(Collected data entries)
================================

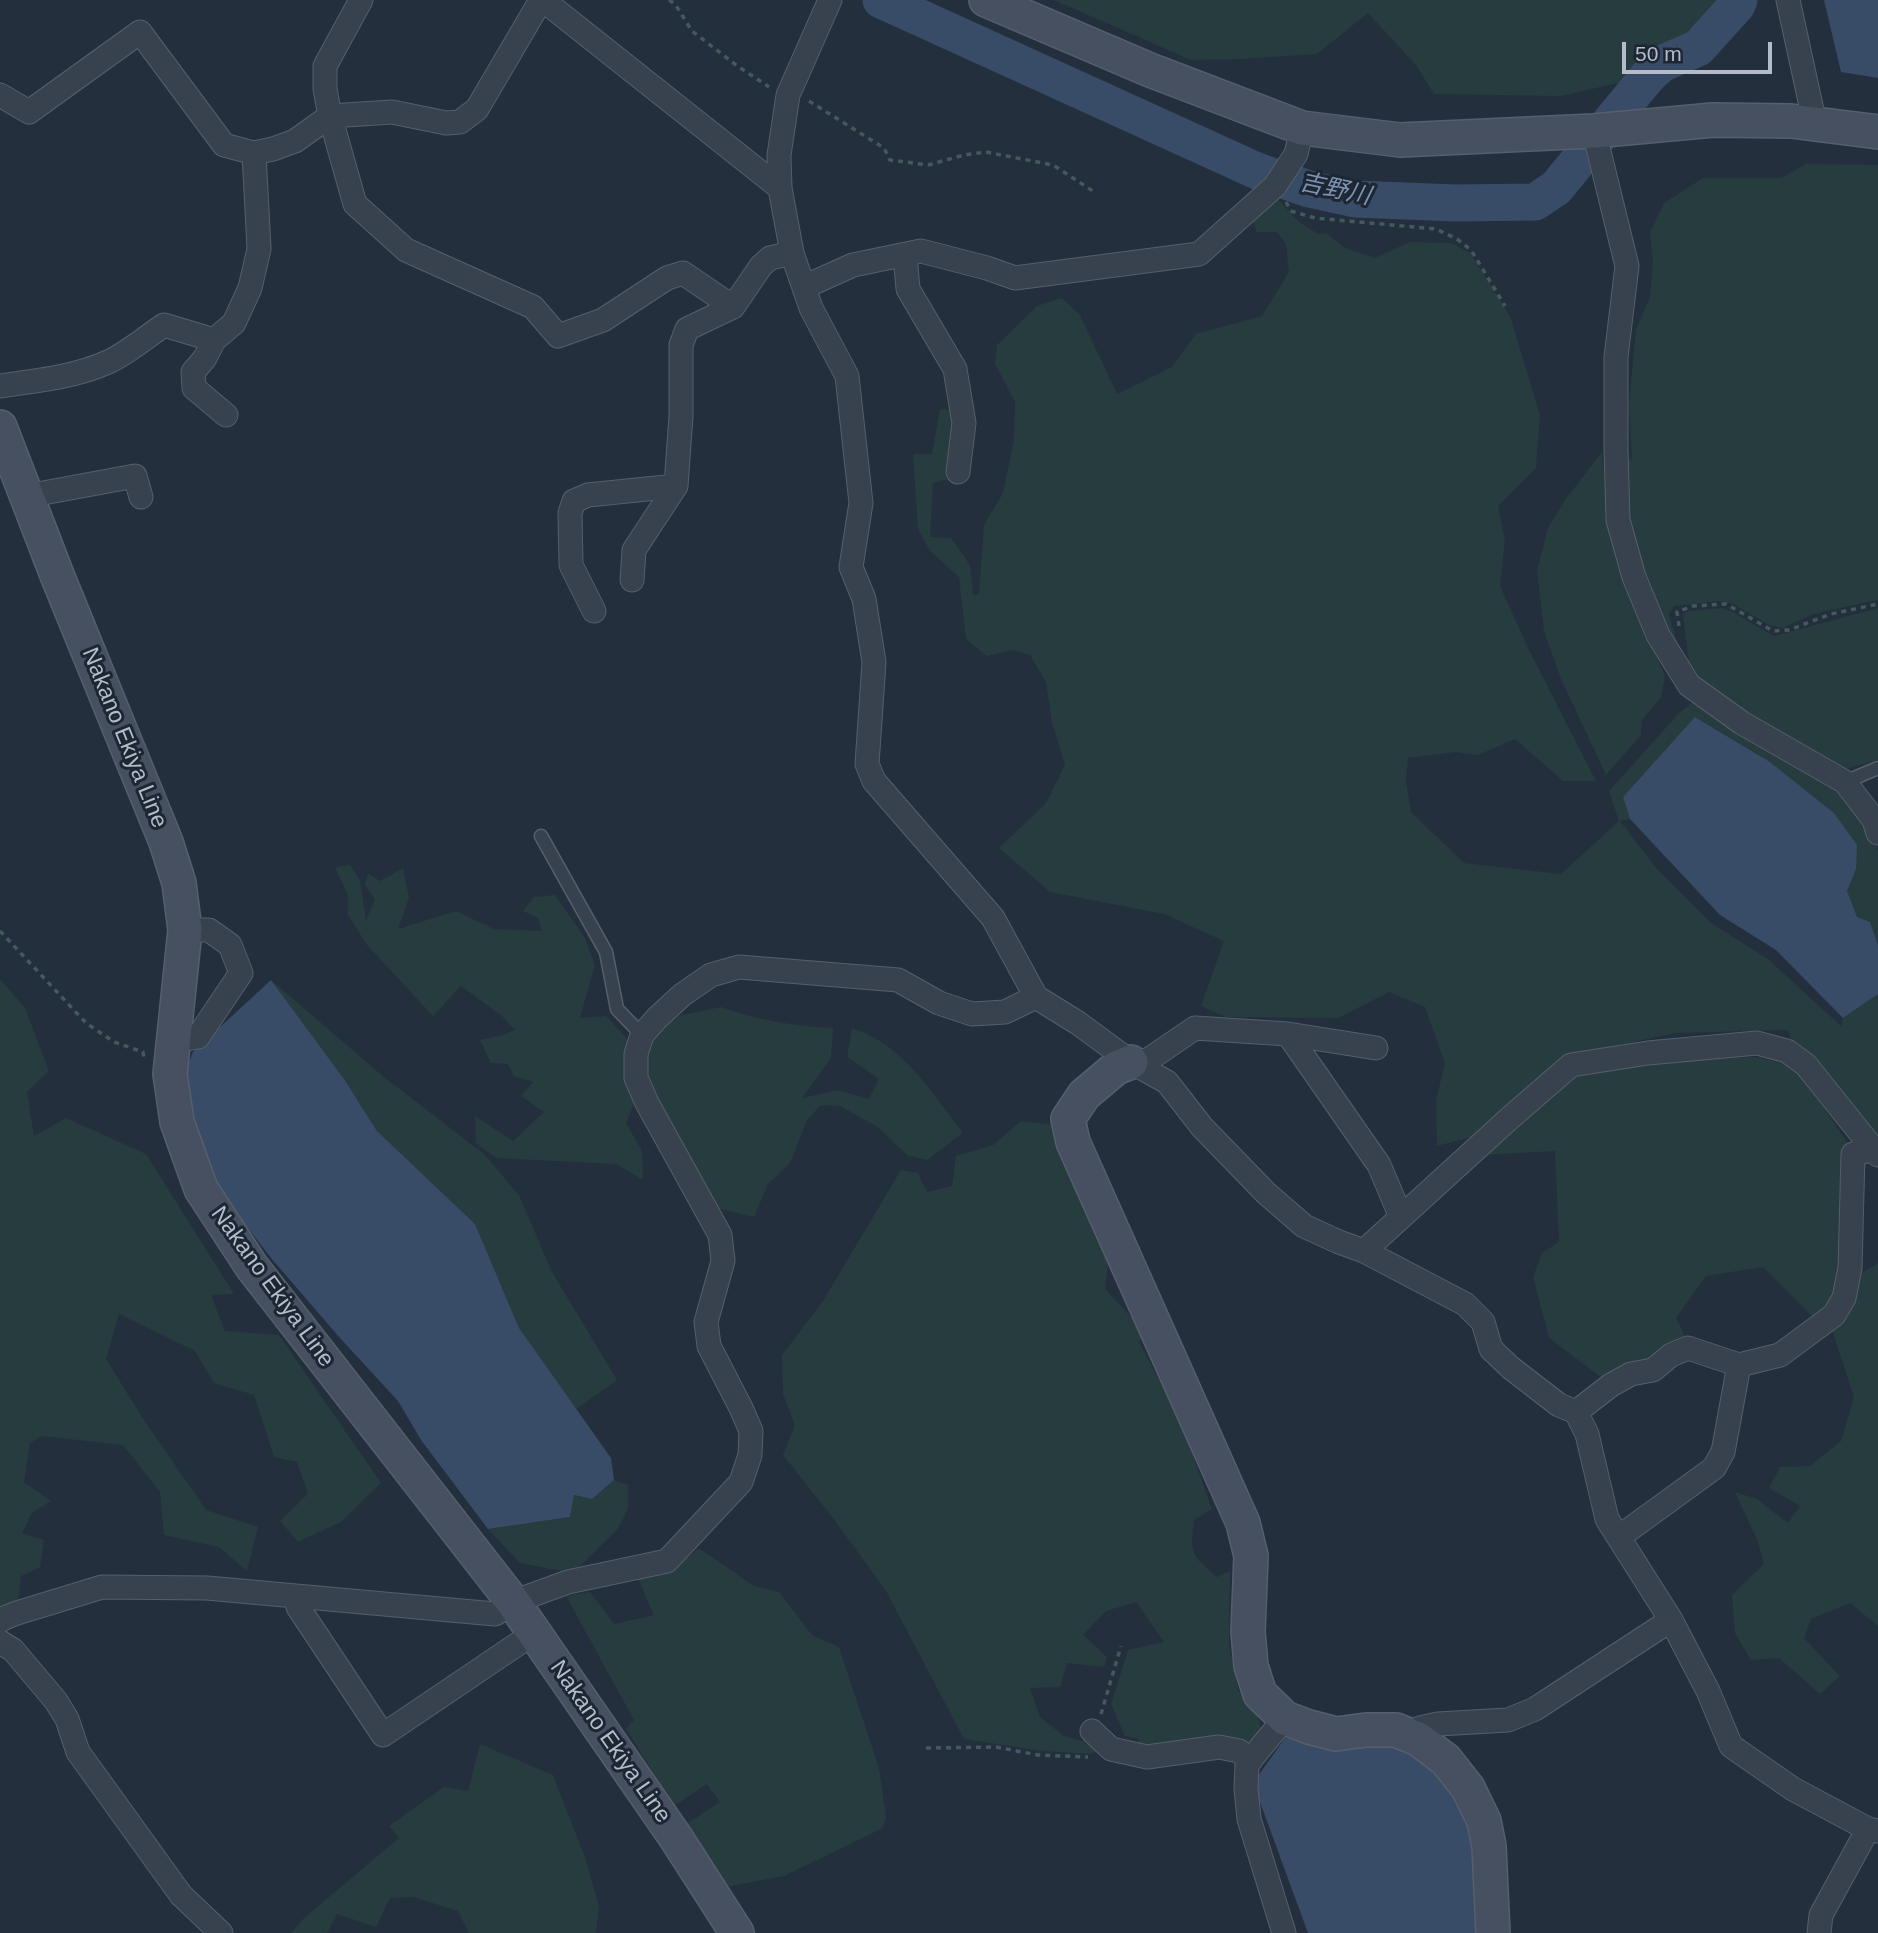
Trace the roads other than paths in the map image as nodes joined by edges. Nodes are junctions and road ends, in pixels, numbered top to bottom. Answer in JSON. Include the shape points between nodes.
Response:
{"nodes":[{"id":1,"x":360,"y":0,"type":"edge"},
{"id":2,"x":542,"y":0,"type":"edge"},
{"id":3,"x":830,"y":0,"type":"edge"},
{"id":4,"x":986,"y":0,"type":"edge"},
{"id":5,"x":1788,"y":0,"type":"edge"},
{"id":6,"x":0,"y":95,"type":"edge"},
{"id":7,"x":330,"y":116,"type":"junction"},
{"id":8,"x":1815,"y":124,"type":"junction"},
{"id":9,"x":1302,"y":128,"type":"junction"},
{"id":10,"x":1594,"y":131,"type":"junction"},
{"id":11,"x":1878,"y":132,"type":"edge"},
{"id":12,"x":254,"y":153,"type":"junction"},
{"id":13,"x":780,"y":188,"type":"junction"},
{"id":14,"x":792,"y":253,"type":"junction"},
{"id":15,"x":905,"y":255,"type":"junction"},
{"id":16,"x":804,"y":287,"type":"junction"},
{"id":17,"x":733,"y":307,"type":"junction"},
{"id":18,"x":214,"y":340,"type":"junction"},
{"id":19,"x":0,"y":386,"type":"edge"},
{"id":20,"x":226,"y":415,"type":"dead end"},
{"id":21,"x":0,"y":427,"type":"edge"},
{"id":22,"x":958,"y":472,"type":"dead end"},
{"id":23,"x":676,"y":486,"type":"junction"},
{"id":24,"x":27,"y":496,"type":"junction"},
{"id":25,"x":141,"y":497,"type":"dead end"},
{"id":26,"x":632,"y":580,"type":"dead end"},
{"id":27,"x":594,"y":611,"type":"dead end"},
{"id":28,"x":1878,"y":768,"type":"edge"},
{"id":29,"x":1844,"y":782,"type":"junction"},
{"id":30,"x":1878,"y":833,"type":"edge"},
{"id":31,"x":541,"y":836,"type":"dead end"},
{"id":32,"x":185,"y":930,"type":"junction"},
{"id":33,"x":1036,"y":997,"type":"junction"},
{"id":34,"x":1288,"y":1034,"type":"junction"},
{"id":35,"x":642,"y":1035,"type":"junction"},
{"id":36,"x":174,"y":1041,"type":"junction"},
{"id":37,"x":1376,"y":1048,"type":"dead end"},
{"id":38,"x":1131,"y":1062,"type":"junction"},
{"id":39,"x":1875,"y":1152,"type":"edge"},
{"id":40,"x":1401,"y":1217,"type":"junction"},
{"id":41,"x":1364,"y":1251,"type":"junction"},
{"id":42,"x":1739,"y":1365,"type":"junction"},
{"id":43,"x":1576,"y":1412,"type":"junction"},
{"id":44,"x":1619,"y":1537,"type":"junction"},
{"id":45,"x":296,"y":1597,"type":"junction"},
{"id":46,"x":513,"y":1602,"type":"junction"},
{"id":47,"x":1671,"y":1620,"type":"junction"},
{"id":48,"x":0,"y":1622,"type":"edge"},
{"id":49,"x":534,"y":1633,"type":"junction"},
{"id":50,"x":0,"y":1642,"type":"edge"},
{"id":51,"x":1285,"y":1718,"type":"junction"},
{"id":52,"x":1097,"y":1722,"type":"road end"},
{"id":53,"x":1412,"y":1736,"type":"junction"},
{"id":54,"x":1251,"y":1760,"type":"junction"},
{"id":55,"x":1873,"y":1830,"type":"edge"},
{"id":56,"x":221,"y":1933,"type":"edge"},
{"id":57,"x":737,"y":1933,"type":"edge"},
{"id":58,"x":1284,"y":1933,"type":"edge"},
{"id":59,"x":1493,"y":1933,"type":"edge"},
{"id":60,"x":1819,"y":1933,"type":"edge"}],
"edges":[{"from":1,"to":7,"type":"street","via":[[325,66]]},
{"from":2,"to":7,"type":"street","via":[[477,109],[460,122],[392,112]]},
{"from":2,"to":13,"type":"street"},
{"from":3,"to":13,"type":"street","via":[[788,95],[779,155]]},
{"from":4,"to":9,"type":"street"},
{"from":5,"to":8,"type":"street"},
{"from":6,"to":12,"type":"street","via":[[29,112],[140,32],[225,145]]},
{"from":7,"to":12,"type":"street","via":[[295,141]]},
{"from":7,"to":17,"type":"street","via":[[355,204],[406,250],[533,307],[558,336],[603,320],[667,278],[683,273]]},
{"from":8,"to":10,"type":"street","via":[[1713,120]]},
{"from":8,"to":11,"type":"street"},
{"from":9,"to":10,"type":"street","via":[[1400,140]]},
{"from":9,"to":15,"type":"street","via":[[1296,154],[1275,186],[1199,254],[1015,278],[921,251]]},
{"from":10,"to":29,"type":"street","via":[[1627,267],[1616,357],[1616,448],[1618,520],[1634,577],[1658,635],[1689,685],[1742,723]]},
{"from":12,"to":18,"type":"street","via":[[259,249],[250,288],[234,323]]},
{"from":13,"to":14,"type":"street"},
{"from":14,"to":16,"type":"street"},
{"from":14,"to":17,"type":"street","via":[[770,258],[761,266]]},
{"from":15,"to":16,"type":"street","via":[[853,265]]},
{"from":15,"to":22,"type":"street","via":[[908,289],[955,369],[964,423]]},
{"from":16,"to":33,"type":"street","via":[[847,376],[861,503],[851,567],[864,599],[874,662],[867,764],[874,781],[993,918]]},
{"from":17,"to":23,"type":"street","via":[[687,329],[681,345]]},
{"from":18,"to":19,"type":"street","via":[[164,325],[109,361],[51,379]]},
{"from":18,"to":20,"type":"street","via":[[193,372],[194,388]]},
{"from":21,"to":24,"type":"street","name":"Nakano Ekiya Line"},
{"from":23,"to":26,"type":"street","via":[[634,550]]},
{"from":23,"to":27,"type":"street","via":[[588,495],[574,502],[571,565]]},
{"from":24,"to":25,"type":"street","via":[[135,476]]},
{"from":24,"to":32,"type":"street","name":"Nakano Ekiya Line","via":[[166,842],[179,883]]},
{"from":28,"to":29,"type":"lane"},
{"from":29,"to":30,"type":"street","via":[[1874,820]]},
{"from":31,"to":35,"type":"lane","via":[[606,952],[617,1009]]},
{"from":32,"to":36,"type":"street","name":"Nakano Ekiya Line"},
{"from":32,"to":36,"type":"street","via":[[209,930],[230,945],[241,974],[198,1037]]},
{"from":33,"to":35,"type":"street","via":[[1005,1013],[972,1014],[939,1003],[898,979],[740,967],[711,975],[682,995]]},
{"from":33,"to":38,"type":"street"},
{"from":34,"to":37,"type":"street"},
{"from":34,"to":38,"type":"street","via":[[1195,1028],[1148,1060]]},
{"from":34,"to":40,"type":"street","via":[[1379,1165]]},
{"from":35,"to":46,"type":"street","via":[[636,1078],[720,1234],[723,1261],[706,1322],[709,1346],[751,1431],[750,1455],[741,1482],[667,1560],[568,1581]]},
{"from":36,"to":46,"type":"street","name":"Nakano Ekiya Line","via":[[170,1074],[177,1122],[201,1189],[252,1267]]},
{"from":38,"to":41,"type":"street","via":[[1167,1082],[1202,1127],[1304,1226]]},
{"from":38,"to":51,"type":"street","via":[[1116,1068],[1084,1095],[1068,1119],[1073,1142],[1243,1523],[1251,1556],[1251,1666],[1260,1694]]},
{"from":39,"to":40,"type":"street","via":[[1806,1065],[1787,1051],[1757,1043],[1648,1053],[1571,1065]]},
{"from":39,"to":42,"type":"street","via":[[1853,1154],[1850,1268],[1844,1298],[1833,1314],[1780,1355]]},
{"from":40,"to":41,"type":"street"},
{"from":41,"to":43,"type":"street","via":[[1465,1304],[1483,1322],[1491,1349],[1559,1405]]},
{"from":42,"to":43,"type":"street","via":[[1688,1348],[1653,1370],[1631,1374],[1611,1385]]},
{"from":42,"to":44,"type":"street","via":[[1723,1452],[1714,1468]]},
{"from":43,"to":44,"type":"street","via":[[1587,1434],[1607,1519]]},
{"from":44,"to":47,"type":"street"},
{"from":45,"to":46,"type":"street","via":[[495,1614]]},
{"from":45,"to":48,"type":"street","via":[[207,1588],[102,1587],[17,1612]]},
{"from":45,"to":49,"type":"street","via":[[298,1607],[383,1735]]},
{"from":46,"to":49,"type":"street","name":"Nakano Ekiya Line"},
{"from":47,"to":53,"type":"street","via":[[1535,1709],[1508,1720],[1429,1726]]},
{"from":47,"to":55,"type":"street","via":[[1731,1746],[1793,1789]]},
{"from":49,"to":57,"type":"street","name":"Nakano Ekiya Line"},
{"from":50,"to":56,"type":"street","via":[[13,1650],[56,1701],[78,1752],[181,1895]]},
{"from":51,"to":53,"type":"street","via":[[1336,1734],[1396,1730]]},
{"from":51,"to":54,"type":"street"},
{"from":52,"to":54,"type":"street","via":[[1111,1749],[1121,1752],[1147,1757],[1219,1747],[1239,1751]]},
{"from":53,"to":59,"type":"street","via":[[1446,1760],[1468,1788],[1484,1821]]},
{"from":54,"to":58,"type":"street","via":[[1246,1788],[1249,1819]]},
{"from":55,"to":60,"type":"street","via":[[1821,1915]]}]}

================================

◆ **REQUIREMENT**:
Your answer should consist of copies of the lines above that include the string "lane".

◆ **WRITTEN SOLUTION**:
{"from":28,"to":29,"type":"lane"},
{"from":31,"to":35,"type":"lane","via":[[606,952],[617,1009]]},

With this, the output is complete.